Kae has fully deployed its first fund of $25 million raised in 2012. Its second fund of $53 million which was raised in 2017 and backed by Small Industries Development Bank of India, MakeMyTrip founder Deep Kalra and Infosys co-founder Kris Gopalakrishnan and others, has exhausted about 70% of the capital.
“We have run out of money to back our Fund 1 companies, and are thus raising this fund. We will selectively invest in the best companies from our portfolio,” Mirchandani said in an interview.
“We have seen these entrepreneurs go through ups and downs and bounce back strongly each time and would want to continue supporting them through their journey in building world class companies,” he added.
Kae’s second fund has invested in Hiver, a shared inbox management solution, and hard liquor firm Boutique Spirit Brands, among others. Its other investments include wellness products retailer Healthkart, online medicine delivery startup 1mg and Loantap, which lends to salaried employees.
The average ticket size of investments from the add-on fund should be ₹8-10 crore, Mirchandani said. The fund has already made two investments so far. The add-on fund is sponsored by wealth management firm IIFL, which will help Kae market the fund.
Mirchandani expects to close the fundraise by end of the current fiscal year. The fund’s limited partners, or investors, will be mostly high networth individuals who have not invested in Kae’s earlier funds, and a few old investors as well.
Before starting Kae Capital, Mirchandani had invested in his personal capacity in companies such as Myntra, the fashion portal sold to Flipkart in 2014, ad-tech company InMobi and data analytics firm Fractal Analytics, which raised $200 million in its last funding round in earlier this month from private equity firm Apax Partners. Mirchandani is among India’s earliest and prominent venture capital investors, and founded Mumbai Angels, a network of investors in early-stage companies.

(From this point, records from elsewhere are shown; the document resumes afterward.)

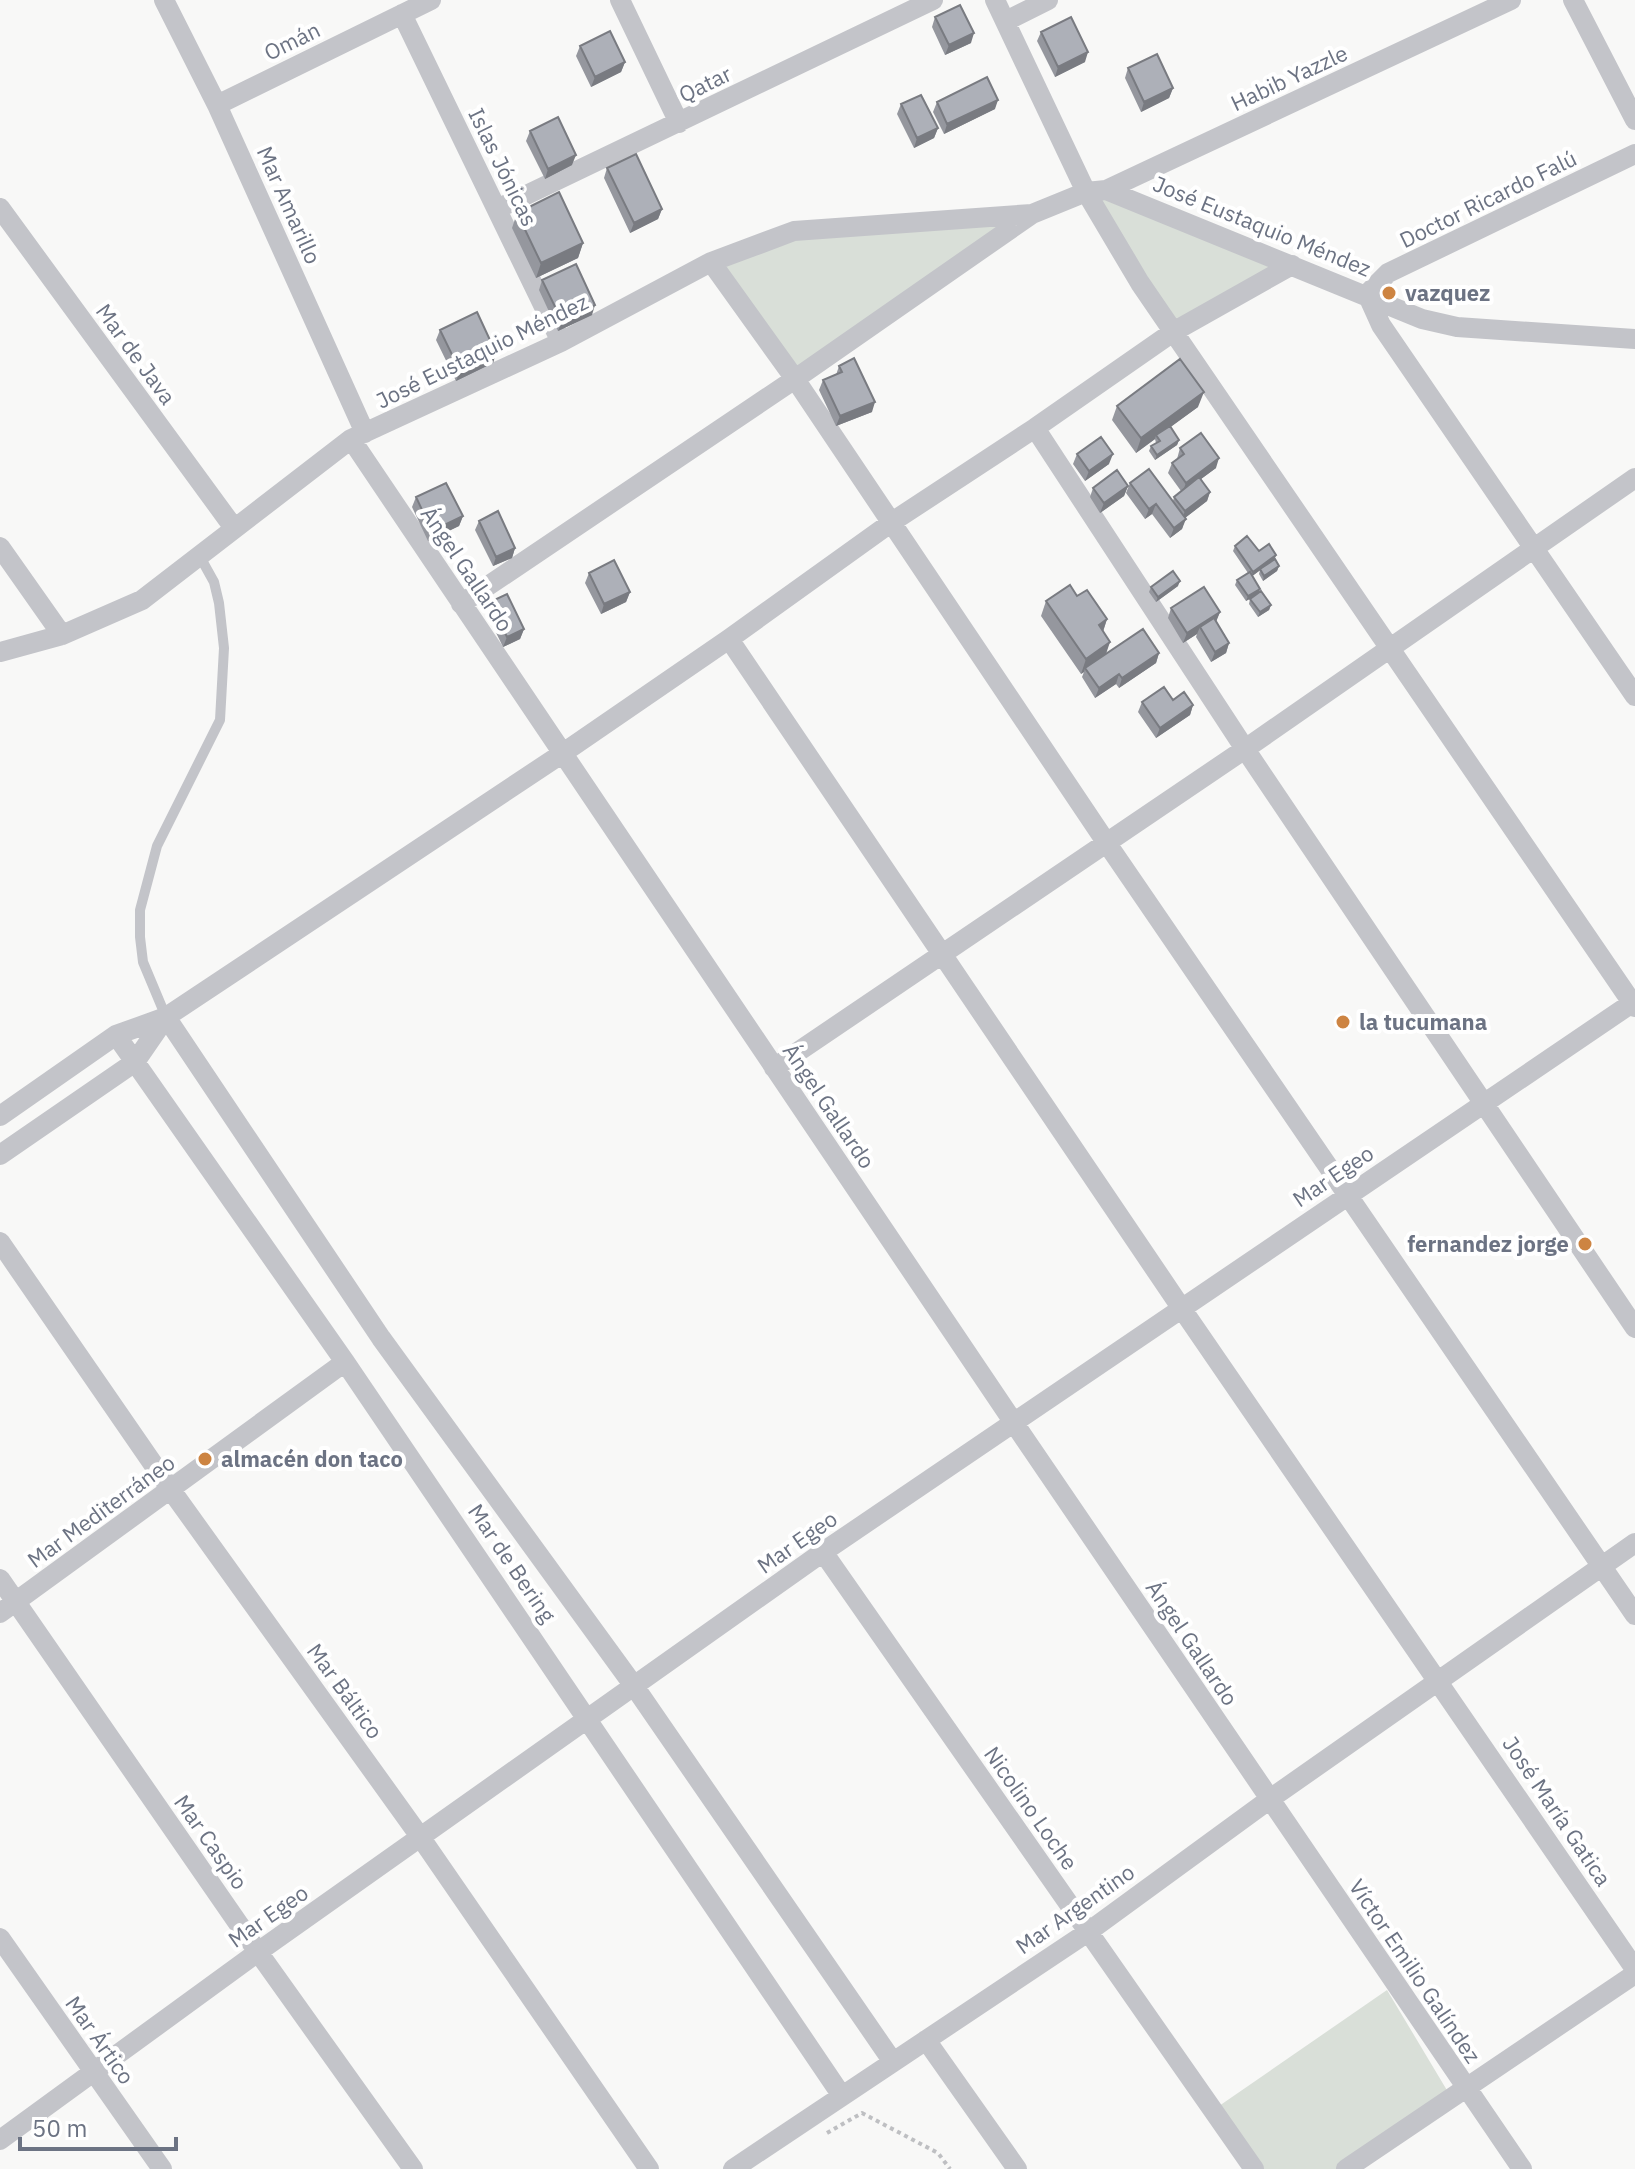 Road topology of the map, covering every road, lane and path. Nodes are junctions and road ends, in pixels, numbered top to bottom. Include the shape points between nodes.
1 (164, 0) edge
2 (431, 0) edge
3 (620, 0) edge
4 (933, 0) edge
5 (995, 0) edge
6 (1048, 0) edge
7 (1511, 0) edge
8 (1573, 0) edge
9 (402, 14) junction
10 (1006, 21) junction
11 (217, 105) junction
12 (1635, 120) edge
13 (679, 123) junction
14 (1635, 154) edge
15 (1096, 191) junction
16 (0, 208) edge
17 (497, 209) junction
18 (1032, 214) junction
19 (711, 262) junction
20 (1292, 265) junction
21 (1367, 294) junction
22 (1173, 332) junction
23 (1635, 339) edge
24 (561, 342) junction
25 (795, 379) junction
26 (1035, 428) junction
27 (358, 436) junction
28 (1635, 478) edge
29 (892, 522) junction
30 (234, 528) junction
31 (0, 547) edge
32 (1535, 547) junction
33 (199, 555) junction
34 (461, 604) junction
35 (62, 635) junction
36 (729, 639) junction
37 (1389, 648) junction
38 (0, 652) edge
39 (1635, 696) edge
40 (1245, 749) junction
41 (563, 753) junction
42 (1106, 842) junction
43 (942, 952) junction
44 (1634, 1003) edge
45 (166, 1017) junction
46 (116, 1035) junction
47 (135, 1062) junction
48 (774, 1068) junction
49 (1482, 1104) junction
50 (0, 1116) edge
51 (0, 1155) edge
52 (1349, 1194) junction
53 (0, 1242) edge
54 (1182, 1309) junction
55 (1635, 1328) edge
56 (345, 1362) junction
57 (1014, 1423) junction
58 (171, 1490) junction
59 (1635, 1543) edge
60 (823, 1552) junction
61 (1602, 1566) junction
62 (0, 1579) edge
63 (8, 1607) edge
64 (1635, 1615) edge
65 (1439, 1680) junction
66 (634, 1686) junction
67 (588, 1718) junction
68 (1270, 1799) junction
69 (421, 1838) junction
70 (1088, 1932) junction
71 (0, 1938) edge
72 (258, 1952) junction
73 (1635, 1971) edge
74 (926, 2040) junction
75 (893, 2062) junction
76 (93, 2073) junction
77 (1465, 2086) junction
78 (842, 2096) junction
79 (825, 2134) dead end
80 (0, 2140) edge
81 (162, 2169) edge
82 (413, 2169) edge
83 (649, 2169) edge
84 (733, 2169) edge
85 (950, 2169) edge
86 (1017, 2169) edge
87 (1254, 2169) edge
88 (1346, 2169) edge
89 (1522, 2169) edge

1 - 11 street, Mar Amarillo
2 - 9 street, Omán
3 - 13 street
4 - 13 street, Qatar
5 - 10 street
6 - 10 street
7 - 15 street, Habib Yazzle
8 - 12 street
9 - 11 street, Omán
9 - 17 street, Islas Jónicas
10 - 15 street
11 - 27 street, Mar Amarillo
13 - 17 street, Qatar
14 - 21 street, Doctor Ricardo Falú via 1388,273
15 - 18 street, Habib Yazzle
15 - 20 street, José Eustaquio Méndez
15 - 22 street
16 - 30 street, Mar de Java
17 - 24 street, Islas Jónicas
18 - 19 street, José Eustaquio Méndez via 794,231
18 - 25 street
19 - 24 street, José Eustaquio Méndez
19 - 25 street
20 - 21 street, José Eustaquio Méndez
20 - 22 street
21 - 23 street, José Eustaquio Méndez via 1422,319 1457,327
21 - 32 street via 1381,325
22 - 26 street
22 - 37 street
24 - 27 street, José Eustaquio Méndez
25 - 29 street
25 - 34 street
26 - 29 street
26 - 40 street
27 - 30 street, José Eustaquio Méndez
27 - 34 street, Ángel Gallardo
28 - 32 street
29 - 36 street
29 - 42 street
30 - 33 street, José Eustaquio Méndez
31 - 35 street
32 - 37 street
32 - 39 street
33 - 35 street, José Eustaquio Méndez via 142,600
33 - 45 lane via 219,603 224,648 220,720 157,846 140,910 143,962
34 - 41 street, Ángel Gallardo
35 - 38 street, José Eustaquio Méndez
36 - 41 street
36 - 43 street, José María Gatica
37 - 40 street
37 - 44 street
40 - 42 street
40 - 49 street
41 - 45 street
41 - 48 street, Ángel Gallardo
42 - 43 street
42 - 52 street
43 - 48 street
43 - 54 street, José María Gatica
44 - 49 street, Mar Egeo
45 - 46 street
45 - 47 street
45 - 66 street via 381,1338
46 - 47 street, Mar de Bering
46 - 50 street
47 - 51 street
47 - 56 street, Mar de Bering
48 - 57 street, Ángel Gallardo
49 - 52 street, Mar Egeo
49 - 55 street
52 - 54 street, Mar Egeo
52 - 61 street
53 - 58 street, Mar Báltico
54 - 57 street, Mar Egeo
54 - 65 street, José María Gatica
56 - 58 street, Mar Mediterráneo
56 - 67 street, Mar de Bering
57 - 60 street, Mar Egeo
57 - 68 street, Ángel Gallardo
58 - 63 street, Mar Mediterráneo
58 - 69 street, Mar Báltico
59 - 61 street, Mar Argentino
60 - 66 street, Mar Egeo
60 - 70 street, Nicolino Loche
61 - 64 street
61 - 65 street, Mar Argentino
62 - 63 street, Mar Caspio
63 - 72 street, Mar Caspio
65 - 68 street, Mar Argentino
65 - 73 street, José María Gatica
66 - 67 street, Mar Egeo
66 - 75 street
67 - 69 street, Mar Egeo
67 - 78 street, Mar de Bering
68 - 70 street, Mar Argentino
68 - 77 street, Víctor Emilio Galíndez
69 - 72 street, Mar Egeo
69 - 83 street, Mar Báltico
70 - 74 street, Mar Argentino
70 - 87 street, Nicolino Loche
71 - 76 street, Mar Ártico
72 - 76 street, Mar Egeo
72 - 82 street, Mar Caspio
73 - 77 street
74 - 75 street, Mar Argentino
74 - 86 street
75 - 78 street, Mar Argentino
76 - 80 street, Mar Egeo
76 - 81 street, Mar Ártico
77 - 88 street
77 - 89 street, Víctor Emilio Galíndez
78 - 84 street, Mar Argentino
79 - 85 path via 862,2113 938,2153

Kae is sector-agnostic and makes early-stage bets, usually at the seed stage with follow-on rounds across mobile, e-commerce, consumer internet, education and healthcare sectors. While its earlier cheque sizes used to be about $700,000-800,000, as the startup ecosystem has matured and quality of founders has increased, its average cheque size now is $1 million.
Mint reported on 9 October that seed-stage deal sizes have increased 25% year-on-year to $880,000 in 2018, according to data sourced from Tracxn Technologies.
The trend reflects maturity in the ecosystem, cost increases and increased faith in founders, according to investors.
“The ecosystem is far more mature, with investors recognizing great founders and realizing that great founders also need bigger investments,” said Anup Jain, managing partner, Orios Venture Partners, an early-stage investor. “The demand for good quality technology is very high and the supply is not keeping up, leading to higher costs.”
Investors have become more cautious after burning their fingers with investments not paying off earlier, thus the fewer number of seed deals, although bigger deal sizes said Sanjay Nath, managing partner at early-stage investor Blume Ventures.